▼

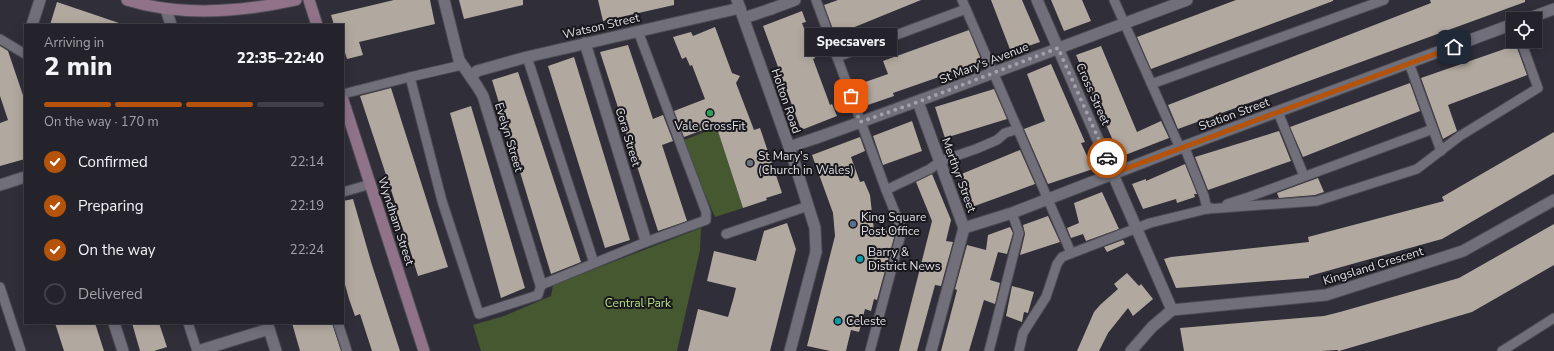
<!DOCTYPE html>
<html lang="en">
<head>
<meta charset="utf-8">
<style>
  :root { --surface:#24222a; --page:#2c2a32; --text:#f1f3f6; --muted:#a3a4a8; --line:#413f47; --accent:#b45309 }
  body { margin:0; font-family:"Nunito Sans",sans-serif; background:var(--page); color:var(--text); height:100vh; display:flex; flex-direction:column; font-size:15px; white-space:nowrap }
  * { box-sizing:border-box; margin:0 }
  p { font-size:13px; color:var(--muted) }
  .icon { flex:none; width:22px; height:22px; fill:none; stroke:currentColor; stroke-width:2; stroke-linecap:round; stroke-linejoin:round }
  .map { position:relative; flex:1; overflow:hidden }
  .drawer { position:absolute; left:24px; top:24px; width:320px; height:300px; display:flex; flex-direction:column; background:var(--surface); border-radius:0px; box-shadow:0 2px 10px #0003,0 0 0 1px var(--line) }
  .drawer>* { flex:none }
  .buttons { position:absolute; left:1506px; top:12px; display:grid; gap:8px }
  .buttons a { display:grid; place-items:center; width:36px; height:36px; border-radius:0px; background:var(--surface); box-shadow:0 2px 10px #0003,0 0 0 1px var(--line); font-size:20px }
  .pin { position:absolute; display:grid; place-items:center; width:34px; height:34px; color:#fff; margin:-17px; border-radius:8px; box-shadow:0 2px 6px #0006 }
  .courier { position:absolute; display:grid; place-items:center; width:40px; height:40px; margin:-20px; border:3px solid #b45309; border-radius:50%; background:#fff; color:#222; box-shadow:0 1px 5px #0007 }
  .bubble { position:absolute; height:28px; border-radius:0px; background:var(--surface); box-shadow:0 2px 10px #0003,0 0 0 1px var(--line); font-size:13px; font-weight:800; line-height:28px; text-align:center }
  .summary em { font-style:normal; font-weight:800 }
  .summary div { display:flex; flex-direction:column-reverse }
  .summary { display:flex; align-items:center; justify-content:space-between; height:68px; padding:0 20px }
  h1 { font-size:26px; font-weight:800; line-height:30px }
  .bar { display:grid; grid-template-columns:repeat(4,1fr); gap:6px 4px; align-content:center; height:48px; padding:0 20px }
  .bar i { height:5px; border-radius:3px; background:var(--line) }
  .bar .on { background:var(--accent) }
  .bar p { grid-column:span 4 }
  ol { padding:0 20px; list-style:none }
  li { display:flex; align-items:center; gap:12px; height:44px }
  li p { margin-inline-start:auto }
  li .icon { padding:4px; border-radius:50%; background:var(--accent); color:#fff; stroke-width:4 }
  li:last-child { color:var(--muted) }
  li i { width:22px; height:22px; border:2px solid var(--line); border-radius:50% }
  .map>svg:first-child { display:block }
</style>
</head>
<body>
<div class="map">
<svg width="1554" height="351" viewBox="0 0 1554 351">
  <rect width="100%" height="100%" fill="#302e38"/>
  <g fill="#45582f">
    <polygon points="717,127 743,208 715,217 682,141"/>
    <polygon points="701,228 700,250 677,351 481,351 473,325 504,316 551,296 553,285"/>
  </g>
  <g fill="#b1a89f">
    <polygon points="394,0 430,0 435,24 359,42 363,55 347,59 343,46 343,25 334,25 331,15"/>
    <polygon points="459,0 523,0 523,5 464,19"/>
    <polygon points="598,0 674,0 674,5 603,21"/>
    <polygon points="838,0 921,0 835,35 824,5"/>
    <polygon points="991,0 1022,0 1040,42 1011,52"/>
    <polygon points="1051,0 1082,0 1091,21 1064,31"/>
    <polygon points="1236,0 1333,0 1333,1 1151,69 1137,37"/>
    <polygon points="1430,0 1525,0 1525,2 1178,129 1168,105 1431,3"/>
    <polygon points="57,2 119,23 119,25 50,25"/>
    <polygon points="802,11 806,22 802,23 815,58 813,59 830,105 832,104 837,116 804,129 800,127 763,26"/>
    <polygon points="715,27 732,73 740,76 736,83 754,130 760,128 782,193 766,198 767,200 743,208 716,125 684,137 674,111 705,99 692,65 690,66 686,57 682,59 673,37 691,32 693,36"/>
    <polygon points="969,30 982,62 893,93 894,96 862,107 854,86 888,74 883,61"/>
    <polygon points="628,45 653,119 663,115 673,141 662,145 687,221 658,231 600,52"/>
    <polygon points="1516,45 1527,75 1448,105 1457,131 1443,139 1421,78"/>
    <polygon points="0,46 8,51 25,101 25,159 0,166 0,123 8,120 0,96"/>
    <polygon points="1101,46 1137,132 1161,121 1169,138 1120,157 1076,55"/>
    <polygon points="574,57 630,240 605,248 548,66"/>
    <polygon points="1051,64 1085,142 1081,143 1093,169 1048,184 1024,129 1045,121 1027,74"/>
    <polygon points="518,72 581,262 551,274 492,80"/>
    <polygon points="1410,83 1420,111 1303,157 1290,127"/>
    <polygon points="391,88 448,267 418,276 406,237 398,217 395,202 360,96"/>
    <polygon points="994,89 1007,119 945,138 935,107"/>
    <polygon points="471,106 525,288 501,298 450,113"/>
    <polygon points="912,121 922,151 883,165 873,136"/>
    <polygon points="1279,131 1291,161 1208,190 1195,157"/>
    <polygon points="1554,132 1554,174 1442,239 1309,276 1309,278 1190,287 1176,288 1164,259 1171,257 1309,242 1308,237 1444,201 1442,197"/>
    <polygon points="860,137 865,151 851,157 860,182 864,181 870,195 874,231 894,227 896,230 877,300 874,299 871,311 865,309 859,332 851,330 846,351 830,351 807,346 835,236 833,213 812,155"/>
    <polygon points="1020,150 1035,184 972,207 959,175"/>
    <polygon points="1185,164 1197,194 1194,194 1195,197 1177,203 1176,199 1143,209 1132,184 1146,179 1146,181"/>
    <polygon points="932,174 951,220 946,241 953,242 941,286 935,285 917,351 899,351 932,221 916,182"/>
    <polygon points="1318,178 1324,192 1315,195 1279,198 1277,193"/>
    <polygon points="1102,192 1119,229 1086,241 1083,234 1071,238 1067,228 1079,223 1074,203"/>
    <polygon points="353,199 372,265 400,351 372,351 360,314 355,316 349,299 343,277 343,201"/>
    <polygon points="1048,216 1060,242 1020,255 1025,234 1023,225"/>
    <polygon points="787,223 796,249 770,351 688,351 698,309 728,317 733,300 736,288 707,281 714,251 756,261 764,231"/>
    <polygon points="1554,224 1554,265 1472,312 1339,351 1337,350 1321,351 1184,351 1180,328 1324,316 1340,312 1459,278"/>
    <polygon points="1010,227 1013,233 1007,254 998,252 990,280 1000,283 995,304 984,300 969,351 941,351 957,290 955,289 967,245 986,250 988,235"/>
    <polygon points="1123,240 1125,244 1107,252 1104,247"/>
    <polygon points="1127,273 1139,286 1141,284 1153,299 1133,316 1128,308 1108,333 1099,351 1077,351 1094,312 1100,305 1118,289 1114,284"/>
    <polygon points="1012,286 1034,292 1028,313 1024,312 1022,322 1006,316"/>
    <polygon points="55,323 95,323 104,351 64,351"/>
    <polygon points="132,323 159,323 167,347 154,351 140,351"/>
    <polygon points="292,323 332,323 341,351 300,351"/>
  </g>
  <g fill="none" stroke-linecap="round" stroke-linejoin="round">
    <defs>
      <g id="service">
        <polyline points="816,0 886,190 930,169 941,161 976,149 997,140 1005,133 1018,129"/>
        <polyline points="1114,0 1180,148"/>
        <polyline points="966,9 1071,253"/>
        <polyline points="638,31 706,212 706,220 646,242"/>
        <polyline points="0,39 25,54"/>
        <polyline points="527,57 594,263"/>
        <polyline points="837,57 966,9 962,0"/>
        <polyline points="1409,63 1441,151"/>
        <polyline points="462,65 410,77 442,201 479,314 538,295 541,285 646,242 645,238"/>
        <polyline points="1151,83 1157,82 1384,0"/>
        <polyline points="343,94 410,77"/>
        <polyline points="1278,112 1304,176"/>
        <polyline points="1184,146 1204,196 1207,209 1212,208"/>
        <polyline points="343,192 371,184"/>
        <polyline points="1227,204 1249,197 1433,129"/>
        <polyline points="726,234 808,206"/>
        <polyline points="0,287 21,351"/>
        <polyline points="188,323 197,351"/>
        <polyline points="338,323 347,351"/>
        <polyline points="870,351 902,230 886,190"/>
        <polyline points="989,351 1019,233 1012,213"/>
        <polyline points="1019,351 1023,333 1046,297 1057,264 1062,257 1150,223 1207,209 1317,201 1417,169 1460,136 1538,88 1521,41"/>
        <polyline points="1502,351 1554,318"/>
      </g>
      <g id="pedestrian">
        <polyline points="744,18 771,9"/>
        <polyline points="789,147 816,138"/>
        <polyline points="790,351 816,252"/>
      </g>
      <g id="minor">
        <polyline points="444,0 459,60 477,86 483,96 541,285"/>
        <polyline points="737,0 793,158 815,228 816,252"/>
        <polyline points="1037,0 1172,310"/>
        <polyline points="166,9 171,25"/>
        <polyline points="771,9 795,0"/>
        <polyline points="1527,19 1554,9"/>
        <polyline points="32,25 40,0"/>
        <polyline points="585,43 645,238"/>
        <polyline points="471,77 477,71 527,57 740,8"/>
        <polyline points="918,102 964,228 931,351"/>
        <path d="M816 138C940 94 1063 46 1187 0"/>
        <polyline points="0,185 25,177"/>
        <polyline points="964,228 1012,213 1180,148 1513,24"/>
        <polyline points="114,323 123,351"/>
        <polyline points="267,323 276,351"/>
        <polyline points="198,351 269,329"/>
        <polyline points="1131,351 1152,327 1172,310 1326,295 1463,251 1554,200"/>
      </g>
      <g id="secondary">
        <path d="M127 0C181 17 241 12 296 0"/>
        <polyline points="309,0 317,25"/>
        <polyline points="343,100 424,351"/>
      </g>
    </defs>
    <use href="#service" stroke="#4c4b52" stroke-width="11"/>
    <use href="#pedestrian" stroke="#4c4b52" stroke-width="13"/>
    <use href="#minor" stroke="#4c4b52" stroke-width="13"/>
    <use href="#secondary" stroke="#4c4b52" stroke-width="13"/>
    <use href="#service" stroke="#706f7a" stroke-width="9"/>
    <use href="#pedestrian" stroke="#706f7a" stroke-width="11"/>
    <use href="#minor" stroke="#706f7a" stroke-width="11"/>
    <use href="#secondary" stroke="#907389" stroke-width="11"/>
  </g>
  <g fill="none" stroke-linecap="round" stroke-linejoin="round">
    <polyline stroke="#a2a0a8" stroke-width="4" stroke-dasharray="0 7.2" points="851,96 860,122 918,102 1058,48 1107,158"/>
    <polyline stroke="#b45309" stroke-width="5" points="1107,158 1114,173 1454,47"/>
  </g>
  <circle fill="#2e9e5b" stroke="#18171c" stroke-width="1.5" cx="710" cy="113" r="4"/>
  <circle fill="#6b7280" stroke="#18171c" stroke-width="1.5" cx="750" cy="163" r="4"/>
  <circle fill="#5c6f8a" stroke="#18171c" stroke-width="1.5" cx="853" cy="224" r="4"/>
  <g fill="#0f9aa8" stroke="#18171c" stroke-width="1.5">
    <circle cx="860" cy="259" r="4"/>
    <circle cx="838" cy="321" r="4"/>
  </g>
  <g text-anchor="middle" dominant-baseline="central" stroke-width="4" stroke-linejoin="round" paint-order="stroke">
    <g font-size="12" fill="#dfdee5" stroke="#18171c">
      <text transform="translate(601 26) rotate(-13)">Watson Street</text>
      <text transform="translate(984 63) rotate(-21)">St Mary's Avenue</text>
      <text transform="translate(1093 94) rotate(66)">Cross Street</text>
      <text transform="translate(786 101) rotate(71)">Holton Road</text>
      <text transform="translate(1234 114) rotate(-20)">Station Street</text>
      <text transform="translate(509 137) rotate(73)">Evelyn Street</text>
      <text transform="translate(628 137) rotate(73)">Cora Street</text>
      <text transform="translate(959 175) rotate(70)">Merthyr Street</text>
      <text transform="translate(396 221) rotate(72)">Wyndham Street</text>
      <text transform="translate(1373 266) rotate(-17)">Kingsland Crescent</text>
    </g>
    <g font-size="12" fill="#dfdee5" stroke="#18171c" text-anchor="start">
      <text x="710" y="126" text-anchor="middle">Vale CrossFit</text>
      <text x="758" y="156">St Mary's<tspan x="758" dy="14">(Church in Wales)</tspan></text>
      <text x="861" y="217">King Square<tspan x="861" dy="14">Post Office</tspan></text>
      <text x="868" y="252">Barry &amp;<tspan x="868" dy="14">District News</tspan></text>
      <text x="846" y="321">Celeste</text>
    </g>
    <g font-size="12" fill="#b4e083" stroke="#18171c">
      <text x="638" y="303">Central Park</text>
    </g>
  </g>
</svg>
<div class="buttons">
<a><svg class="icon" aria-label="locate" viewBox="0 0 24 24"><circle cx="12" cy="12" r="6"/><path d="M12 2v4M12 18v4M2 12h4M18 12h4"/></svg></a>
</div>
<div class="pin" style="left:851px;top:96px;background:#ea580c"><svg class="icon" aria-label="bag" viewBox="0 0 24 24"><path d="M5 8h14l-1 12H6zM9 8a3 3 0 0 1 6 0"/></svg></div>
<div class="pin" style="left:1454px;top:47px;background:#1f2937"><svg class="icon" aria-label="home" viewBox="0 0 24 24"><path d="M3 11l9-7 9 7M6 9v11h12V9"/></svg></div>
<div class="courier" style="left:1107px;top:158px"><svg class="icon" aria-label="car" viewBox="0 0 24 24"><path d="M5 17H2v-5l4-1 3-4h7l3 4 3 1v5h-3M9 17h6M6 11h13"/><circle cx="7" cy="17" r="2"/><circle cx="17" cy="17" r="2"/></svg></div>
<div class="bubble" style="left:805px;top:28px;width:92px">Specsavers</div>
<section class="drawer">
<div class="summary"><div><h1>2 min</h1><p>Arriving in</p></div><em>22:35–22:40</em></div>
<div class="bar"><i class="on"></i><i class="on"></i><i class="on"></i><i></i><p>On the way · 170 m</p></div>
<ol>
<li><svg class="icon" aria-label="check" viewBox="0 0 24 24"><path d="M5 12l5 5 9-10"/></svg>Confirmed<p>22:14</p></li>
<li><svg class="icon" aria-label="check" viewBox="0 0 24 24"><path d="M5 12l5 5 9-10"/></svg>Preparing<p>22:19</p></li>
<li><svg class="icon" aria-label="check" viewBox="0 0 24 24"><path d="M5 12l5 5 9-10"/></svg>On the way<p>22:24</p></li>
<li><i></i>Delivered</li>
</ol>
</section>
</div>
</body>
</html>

▲

What you need to do: Give back exactly the lines from the top of the records to the line containing "font-size:26px; font-weight:800; line-height:30px", both included, and no pictures.

Output for this exercise:
<!DOCTYPE html>
<html lang="en">
<head>
<meta charset="utf-8">
<style>
  :root { --surface:#24222a; --page:#2c2a32; --text:#f1f3f6; --muted:#a3a4a8; --line:#413f47; --accent:#b45309 }
  body { margin:0; font-family:"Nunito Sans",sans-serif; background:var(--page); color:var(--text); height:100vh; display:flex; flex-direction:column; font-size:15px; white-space:nowrap }
  * { box-sizing:border-box; margin:0 }
  p { font-size:13px; color:var(--muted) }
  .icon { flex:none; width:22px; height:22px; fill:none; stroke:currentColor; stroke-width:2; stroke-linecap:round; stroke-linejoin:round }
  .map { position:relative; flex:1; overflow:hidden }
  .drawer { position:absolute; left:24px; top:24px; width:320px; height:300px; display:flex; flex-direction:column; background:var(--surface); border-radius:0px; box-shadow:0 2px 10px #0003,0 0 0 1px var(--line) }
  .drawer>* { flex:none }
  .buttons { position:absolute; left:1506px; top:12px; display:grid; gap:8px }
  .buttons a { display:grid; place-items:center; width:36px; height:36px; border-radius:0px; background:var(--surface); box-shadow:0 2px 10px #0003,0 0 0 1px var(--line); font-size:20px }
  .pin { position:absolute; display:grid; place-items:center; width:34px; height:34px; color:#fff; margin:-17px; border-radius:8px; box-shadow:0 2px 6px #0006 }
  .courier { position:absolute; display:grid; place-items:center; width:40px; height:40px; margin:-20px; border:3px solid #b45309; border-radius:50%; background:#fff; color:#222; box-shadow:0 1px 5px #0007 }
  .bubble { position:absolute; height:28px; border-radius:0px; background:var(--surface); box-shadow:0 2px 10px #0003,0 0 0 1px var(--line); font-size:13px; font-weight:800; line-height:28px; text-align:center }
  .summary em { font-style:normal; font-weight:800 }
  .summary div { display:flex; flex-direction:column-reverse }
  .summary { display:flex; align-items:center; justify-content:space-between; height:68px; padding:0 20px }
  h1 { font-size:26px; font-weight:800; line-height:30px }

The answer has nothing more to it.